Fundamentally, Tomorrow, in a Year regularly explores the boundaries between music and “sound”. It often favours the synthesis and dissection of noise over traditional songs. Tracks like ‘Letter to Henslow’ are focussed on the imitation of bird calls, setting a scene and memory that drops the listener within the constructed. Soundscapes of this type provide some of the more intriguing moments of the record, with the concept of the opera still being maintained despite a lack of both words and, often, music. For everything abstract and dissonant about this album though, there is still a wealth of musical form. It’s the combination of music and performance alongside explorations of sound that creates something really special. ‘Annie's Box’a beautiful, filmic scored vocal and string piece, and across the, generally more musical, second half of the record there are more awe-inspiring moments that fit the description of being genuine songs.
The meetings of old and new, contemporary and classic, acoustic and electronic, are what really allow Tomorrow, in a Year to shine in the way it does. This record, much like mine (or so I like to think), focuses on blending sounds and the exploration of soundscapes and scenes. For the period of time we've been composing and producing the songs, I've found myself writing in a way in which the sound of an idea steers the direction. In fact, our regular blend of electronics with acoustics led to this record becoming a minor obsession, to the extent that I will have a copy of this record on me almost everywhere I go so that I can play a song or two when I get the chance. Most of this album is far from direct, and it doesn’t conjure up immediately recognisable similarities with other records, but it carries feelings in a way that can't be described in words. That's what the best music is really all about. The most challenging, obscure and difficult works are the ones that typically grow into recognition because we want to be intellectually stimulated and we want to be challenged. Tomorrow, in a Year is a deliberate subversion against the norm of what music is and can be and should be. Like the man upon whom the record is focused, the composers here have set out to better understand the world, and to change our understanding of it, in this case through sound.

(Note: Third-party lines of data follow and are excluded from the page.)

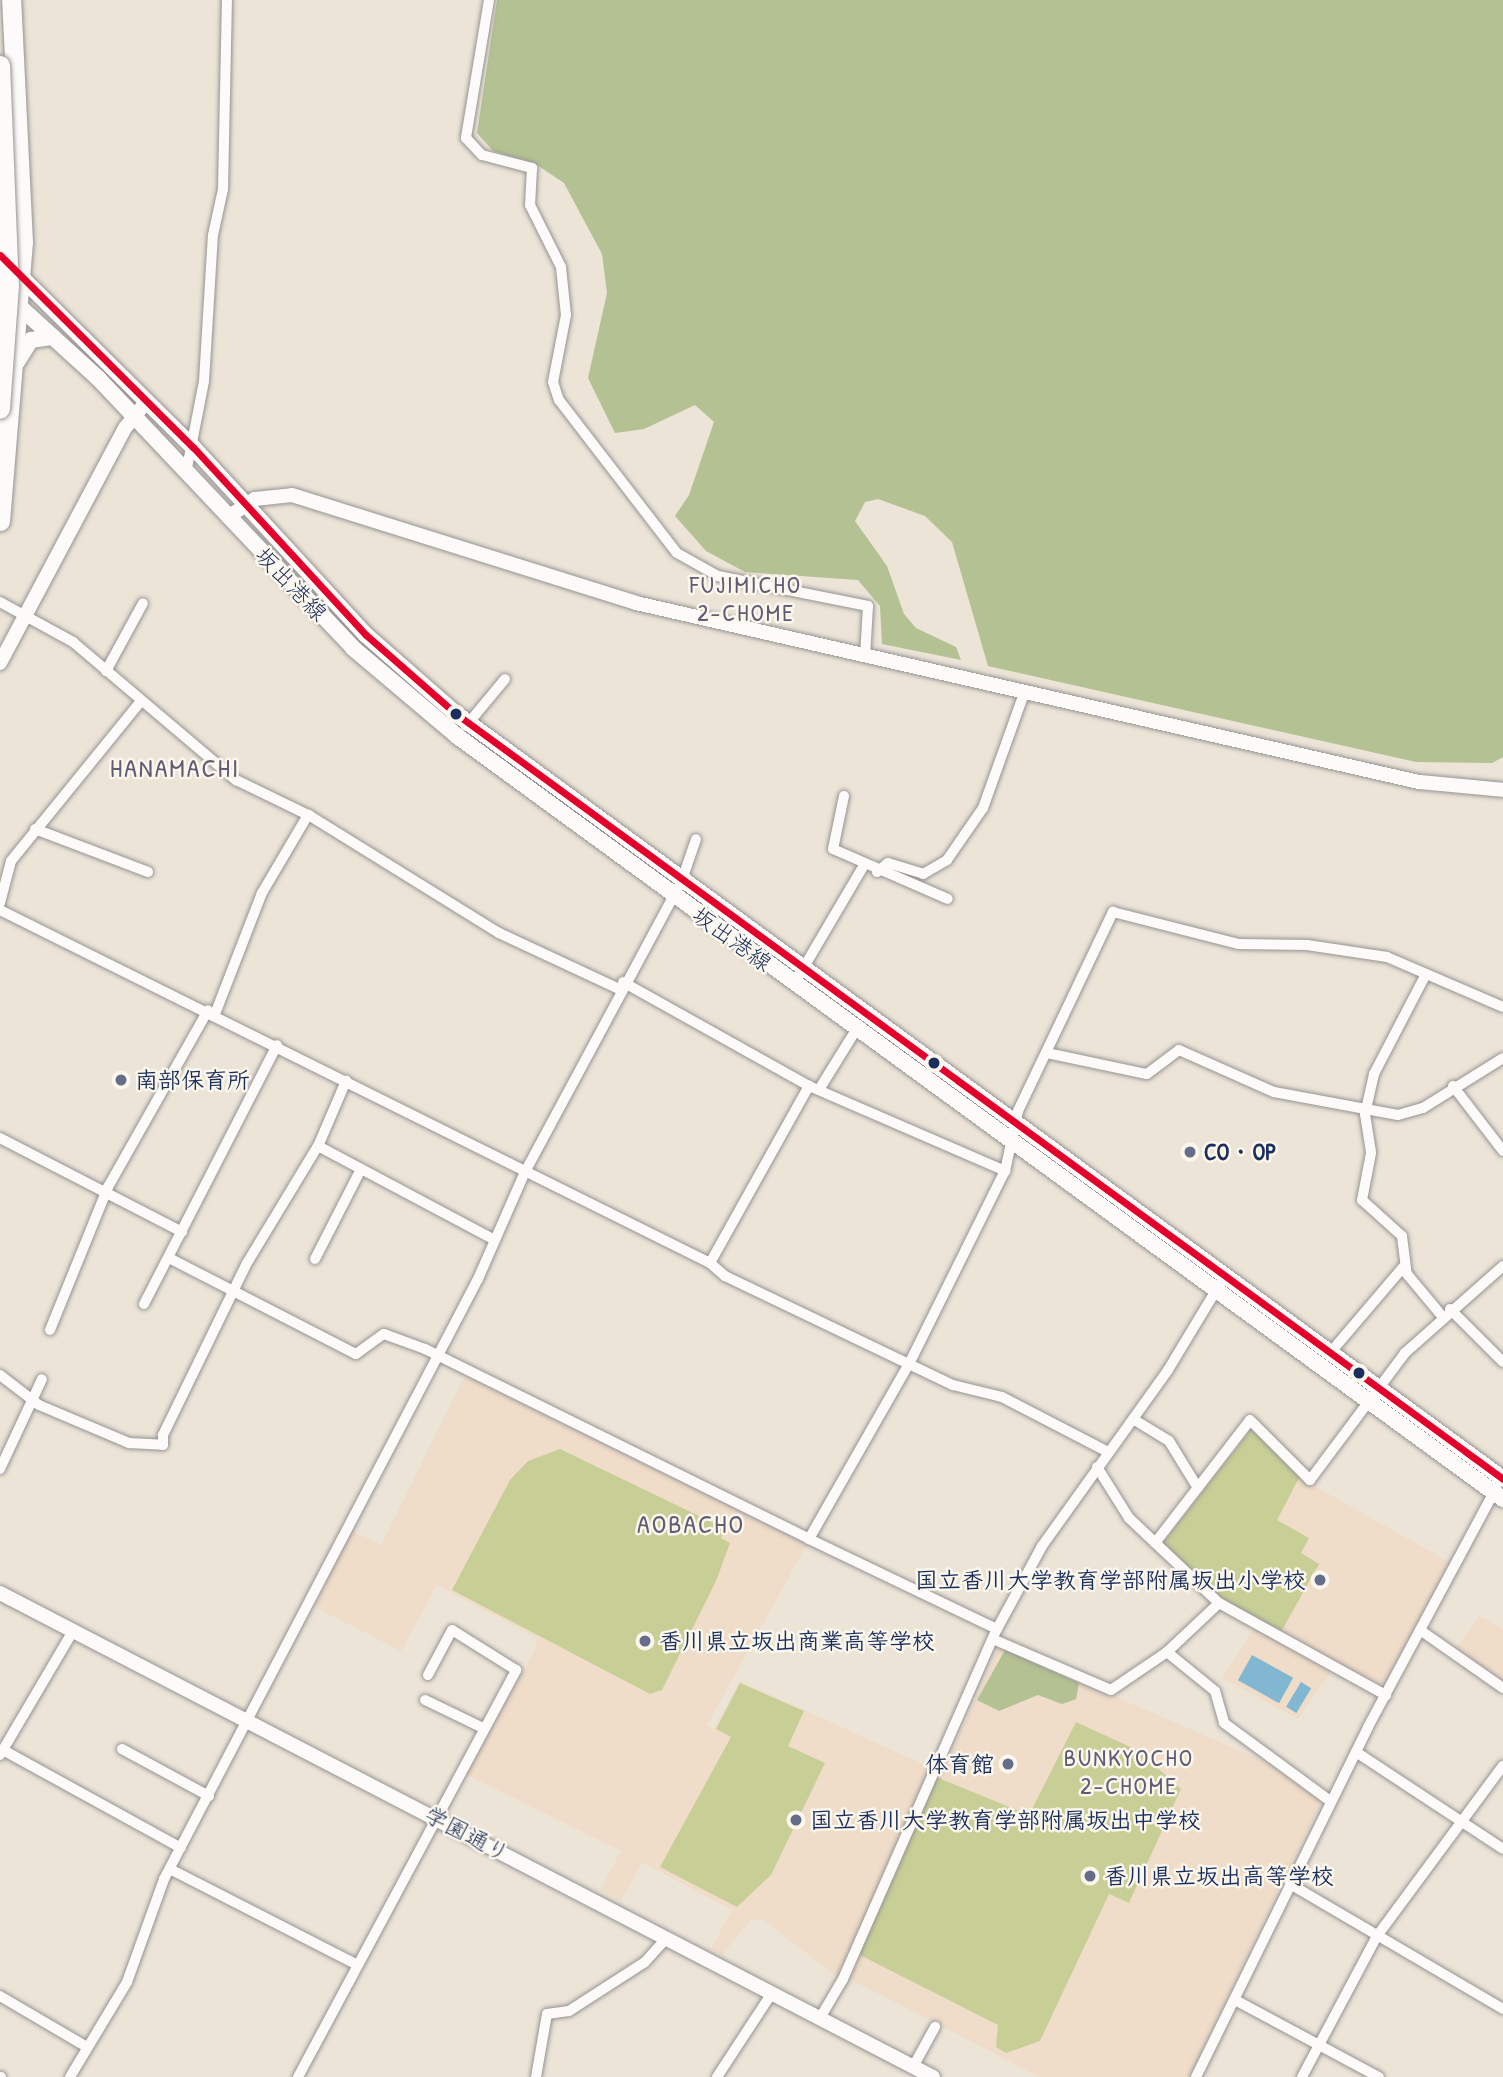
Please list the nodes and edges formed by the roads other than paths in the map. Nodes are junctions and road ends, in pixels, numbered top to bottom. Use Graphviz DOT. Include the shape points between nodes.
graph roads {
  1 [pos="11,0"];
  2 [pos="228,0"];
  3 [pos="489,0"];
  4 [pos="0,65"];
  5 [pos="0,255"];
  6 [pos="21,277"];
  7 [pos="0,286"];
  8 [pos="21,308"];
  9 [pos="53,337"];
  10 [pos="17,362"];
  11 [pos="146,402"];
  12 [pos="0,409"];
  13 [pos="132,416"];
  14 [pos="193,447"];
  15 [pos="186,473"];
  16 [pos="244,503"];
  17 [pos="228,517"];
  18 [pos="0,521"];
  19 [pos="0,602"];
  20 [pos="143,603"];
  21 [pos="23,612"];
  22 [pos="865,656"];
  23 [pos="0,663"];
  24 [pos="106,671"];
  25 [pos="505,679"];
  26 [pos="1025,691"];
  27 [pos="141,701"];
  28 [pos="463,730"];
  29 [pos="1503,790"];
  30 [pos="844,796"];
  31 [pos="308,815"];
  32 [pos="35,829"];
  33 [pos="696,839"];
  34 [pos="863,867"];
  35 [pos="148,872"];
  36 [pos="877,872"];
  37 [pos="682,880"];
  38 [pos="672,896"];
  39 [pos="948,899"];
  40 [pos="0,903"];
  41 [pos="0,910"];
  42 [pos="1426,974"];
  43 [pos="798,977"];
  44 [pos="621,986"];
  45 [pos="1503,1007"];
  46 [pos="211,1012"];
  47 [pos="861,1022"];
  48 [pos="277,1045"];
  49 [pos="1047,1053"];
  50 [pos="1503,1058"];
  51 [pos="346,1081"];
  52 [pos="1453,1086"];
  53 [pos="814,1087"];
  54 [pos="1365,1114"];
  55 [pos="1013,1123"];
  56 [pos="0,1138"];
  57 [pos="1014,1144"];
  58 [pos="318,1146"];
  59 [pos="1503,1151"];
  60 [pos="361,1169"];
  61 [pos="1005,1171"];
  62 [pos="526,1172"];
  63 [pos="107,1193"];
  64 [pos="182,1232"];
  65 [pos="495,1240"];
  66 [pos="169,1258"];
  67 [pos="315,1259"];
  68 [pos="710,1263"];
  69 [pos="1404,1266"];
  70 [pos="1503,1266"];
  71 [pos="1220,1283"];
  72 [pos="236,1292"];
  73 [pos="144,1304"];
  74 [pos="1446,1313"];
  75 [pos="50,1330"];
  76 [pos="1330,1353"];
  77 [pos="438,1355"];
  78 [pos="910,1362"];
  79 [pos="1503,1362"];
  80 [pos="0,1375"];
  81 [pos="42,1379"];
  82 [pos="1372,1393"];
  83 [pos="32,1400"];
  84 [pos="1133,1419"];
  85 [pos="1108,1452"];
  86 [pos="1097,1467"];
  87 [pos="0,1469"];
  88 [pos="1501,1484"];
  89 [pos="1198,1488"];
  90 [pos="809,1539"];
  91 [pos="1155,1544"];
  92 [pos="0,1593"];
  93 [pos="1219,1603"];
  94 [pos="1420,1630"];
  95 [pos="73,1631"];
  96 [pos="996,1634"];
  97 [pos="1167,1652"];
  98 [pos="428,1675"];
  99 [pos="1503,1688"];
  100 [pos="1386,1695"];
  101 [pos="425,1700"];
  102 [pos="250,1722"];
  103 [pos="483,1728"];
  104 [pos="122,1749"];
  105 [pos="1356,1752"];
  106 [pos="1,1753"];
  107 [pos="1503,1766"];
  108 [pos="209,1796"];
  109 [pos="1330,1801"];
  110 [pos="434,1817"];
  111 [pos="1462,1822"];
  112 [pos="181,1848"];
  113 [pos="1503,1849"];
  114 [pos="170,1869"];
  115 [pos="1290,1884"];
  116 [pos="1377,1936"];
  117 [pos="666,1939"];
  118 [pos="356,1964"];
  119 [pos="772,1993"];
  120 [pos="0,1996"];
  121 [pos="1237,2001"];
  122 [pos="1503,2009"];
  123 [pos="820,2018"];
  124 [pos="935,2027"];
  125 [pos="1318,2045"];
  126 [pos="87,2046"];
  127 [pos="913,2067"];
  128 [pos="71,2077"];
  129 [pos="298,2077"];
  130 [pos="536,2077"];
  131 [pos="717,2077"];
  132 [pos="933,2077"];
  133 [pos="1196,2077"];
  134 [pos="1302,2077"];
  135 [pos="1379,2077"];
  1 -- 6 [label="highway"];
  2 -- 14 [label="street" via="223,189"];
  3 -- 22 [label="street" via="466,138 482,155 532,168 530,205 561,267 566,315 553,382 559,401 677,553 718,576 868,606 872,618"];
  4 -- 12 [label="highway, bridge" via="9,285"];
  5 -- 6 [label="highway"];
  6 -- 8 [label="highway"];
  6 -- 11 [label="main road, 坂出港線"];
  7 -- 8 [label="highway"];
  8 -- 9 [label="main road, 坂出港線"];
  8 -- 10 [label="highway"];
  9 -- 10 [label="main road" via="31,340"];
  9 -- 13 [label="main road, 坂出港線"];
  10 -- 18 [label="highway"];
  11 -- 13 [label="street"];
  11 -- 14 [label="main road, 坂出港線"];
  13 -- 15 [label="main road, 坂出港線"];
  13 -- 21 [label="street"];
  14 -- 15 [label="street"];
  14 -- 16 [label="main road, 坂出港線"];
  15 -- 17 [label="main road, 坂出港線"];
  16 -- 17 [label="street"];
  16 -- 22 [label="street" via="292,495 528,573"];
  16 -- 28 [label="main road, 坂出港線" via="366,635"];
  17 -- 28 [label="main road, 坂出港線" via="353,648"];
  19 -- 21 [label="street"];
  20 -- 24 [label="street"];
  21 -- 23 [label="street"];
  21 -- 24 [label="street"];
  22 -- 26 [label="street"];
  24 -- 27 [label="street"];
  25 -- 28 [label="street"];
  26 -- 29 [label="street" via="1419,782"];
  26 -- 36 [label="street" via="983,808 947,860 923,874 888,863"];
  27 -- 31 [label="street" via="236,780"];
  27 -- 32 [label="street"];
  28 -- 37 [label="main road, 坂出港線"];
  28 -- 38 [label="main road, 坂出港線"];
  30 -- 34 [label="street" via="833,849"];
  31 -- 44 [label="street" via="499,933"];
  31 -- 46 [label="street" via="262,893"];
  32 -- 35 [label="street"];
  32 -- 40 [label="street" via="12,861"];
  33 -- 37 [label="street"];
  34 -- 36 [label="street"];
  34 -- 43 [label="street"];
  36 -- 39 [label="street"];
  37 -- 38 [label="street"];
  37 -- 43 [label="main road, 坂出港線"];
  38 -- 43 [label="main road, 坂出港線"];
  38 -- 44 [label="street"];
  41 -- 46 [label="street"];
  42 -- 45 [label="street"];
  42 -- 49 [label="street" via="1387,957 1307,945 1239,944 1113,912"];
  42 -- 54 [label="street" via="1374,1074"];
  43 -- 47 [label="main road, 坂出港線"];
  44 -- 53 [label="street"];
  44 -- 62 [label="street"];
  46 -- 48 [label="street"];
  46 -- 63 [label="street"];
  47 -- 53 [label="street"];
  47 -- 55 [label="main road, 坂出港線"];
  47 -- 57 [label="main road, 坂出港線"];
  48 -- 51 [label="street"];
  48 -- 64 [label="street"];
  49 -- 54 [label="street" via="1147,1074 1179,1049 1274,1092"];
  49 -- 55 [label="street"];
  50 -- 52 [label="street"];
  51 -- 58 [label="street"];
  51 -- 62 [label="street"];
  52 -- 54 [label="street" via="1412,1114"];
  52 -- 59 [label="street"];
  53 -- 61 [label="street"];
  53 -- 68 [label="street"];
  54 -- 69 [label="street" via="1371,1153 1362,1200 1402,1236"];
  55 -- 57 [label="street"];
  55 -- 71 [label="main road, 坂出港線"];
  56 -- 63 [label="street"];
  57 -- 61 [label="street"];
  57 -- 71 [label="main road, 坂出港線"];
  58 -- 60 [label="street"];
  58 -- 72 [label="street"];
  60 -- 65 [label="street"];
  60 -- 67 [label="street"];
  61 -- 78 [label="street"];
  62 -- 65 [label="street"];
  62 -- 68 [label="street"];
  63 -- 64 [label="street"];
  63 -- 75 [label="street"];
  64 -- 66 [label="street"];
  65 -- 77 [label="street"];
  66 -- 72 [label="street"];
  66 -- 73 [label="street"];
  68 -- 78 [label="street" via="725,1276"];
  69 -- 74 [label="street"];
  69 -- 76 [label="street"];
  70 -- 74 [label="street"];
  71 -- 76 [label="main road, 坂出港線"];
  71 -- 82 [label="main road, 坂出港線"];
  71 -- 84 [label="street"];
  72 -- 77 [label="street" via="356,1354 384,1334"];
  72 -- 83 [label="street" via="163,1434 163,1445 129,1443"];
  74 -- 79 [label="street"];
  74 -- 82 [label="street"];
  76 -- 82 [label="main road, 坂出港線"];
  77 -- 90 [label="street"];
  77 -- 102 [label="street"];
  78 -- 85 [label="street" via="953,1385 1002,1397"];
  78 -- 90 [label="street"];
  80 -- 83 [label="street"];
  81 -- 83 [label="street"];
  82 -- 88 [label="main road, 坂出港線"];
  82 -- 89 [label="street" via="1310,1479 1250,1420"];
  83 -- 87 [label="street"];
  84 -- 85 [label="street"];
  84 -- 89 [label="street" via="1169,1441"];
  85 -- 86 [label="street"];
  86 -- 91 [label="street" via="1112,1497"];
  86 -- 96 [label="street" via="1066,1506"];
  88 -- 94 [label="street"];
  89 -- 91 [label="street"];
  90 -- 96 [label="street"];
  91 -- 93 [label="street"];
  92 -- 95 [label="street, 学園通り"];
  93 -- 97 [label="street"];
  93 -- 100 [label="street"];
  94 -- 99 [label="street"];
  94 -- 100 [label="street"];
  95 -- 102 [label="street, 学園通り"];
  95 -- 106 [label="street"];
  96 -- 97 [label="street" via="1111,1690"];
  96 -- 123 [label="street"];
  97 -- 109 [label="street" via="1215,1691 1224,1723"];
  98 -- 103 [label="street" via="452,1630 516,1670"];
  100 -- 105 [label="street"];
  101 -- 103 [label="street"];
  102 -- 108 [label="street"];
  102 -- 110 [label="street, 学園通り"];
  103 -- 110 [label="street"];
  104 -- 108 [label="street"];
  105 -- 109 [label="street"];
  105 -- 111 [label="street"];
  106 -- 112 [label="street"];
  107 -- 111 [label="street"];
  108 -- 112 [label="street"];
  109 -- 115 [label="street"];
  110 -- 117 [label="street, 学園通り"];
  110 -- 118 [label="street"];
  111 -- 113 [label="street"];
  111 -- 116 [label="street"];
  112 -- 114 [label="street"];
  114 -- 118 [label="street"];
  114 -- 126 [label="street" via="135,1964"];
  115 -- 116 [label="street"];
  115 -- 121 [label="street"];
  116 -- 122 [label="street"];
  116 -- 125 [label="street"];
  117 -- 119 [label="street, 学園通り"];
  117 -- 130 [label="street" via="655,1955 569,2011 547,2014"];
  118 -- 129 [label="street"];
  119 -- 123 [label="street, 学園通り"];
  119 -- 131 [label="street"];
  120 -- 126 [label="street"];
  121 -- 125 [label="street"];
  121 -- 133 [label="street"];
  123 -- 127 [label="street, 学園通り"];
  124 -- 127 [label="street"];
  125 -- 134 [label="street"];
  125 -- 135 [label="street"];
  126 -- 128 [label="street"];
  127 -- 132 [label="street, 学園通り"];
}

Without a doubt this will be a work that receives its full recognition as time passes and the concepts it has introduced have sat with people for longer. It’s unusual, it's difficult, it's challenging but above all else it is a giant accomplishment in creativity. Those who are initially turned away by its unusual nature should wait for the right frame of mind to give it the time and respect it deserves because this is something truly special.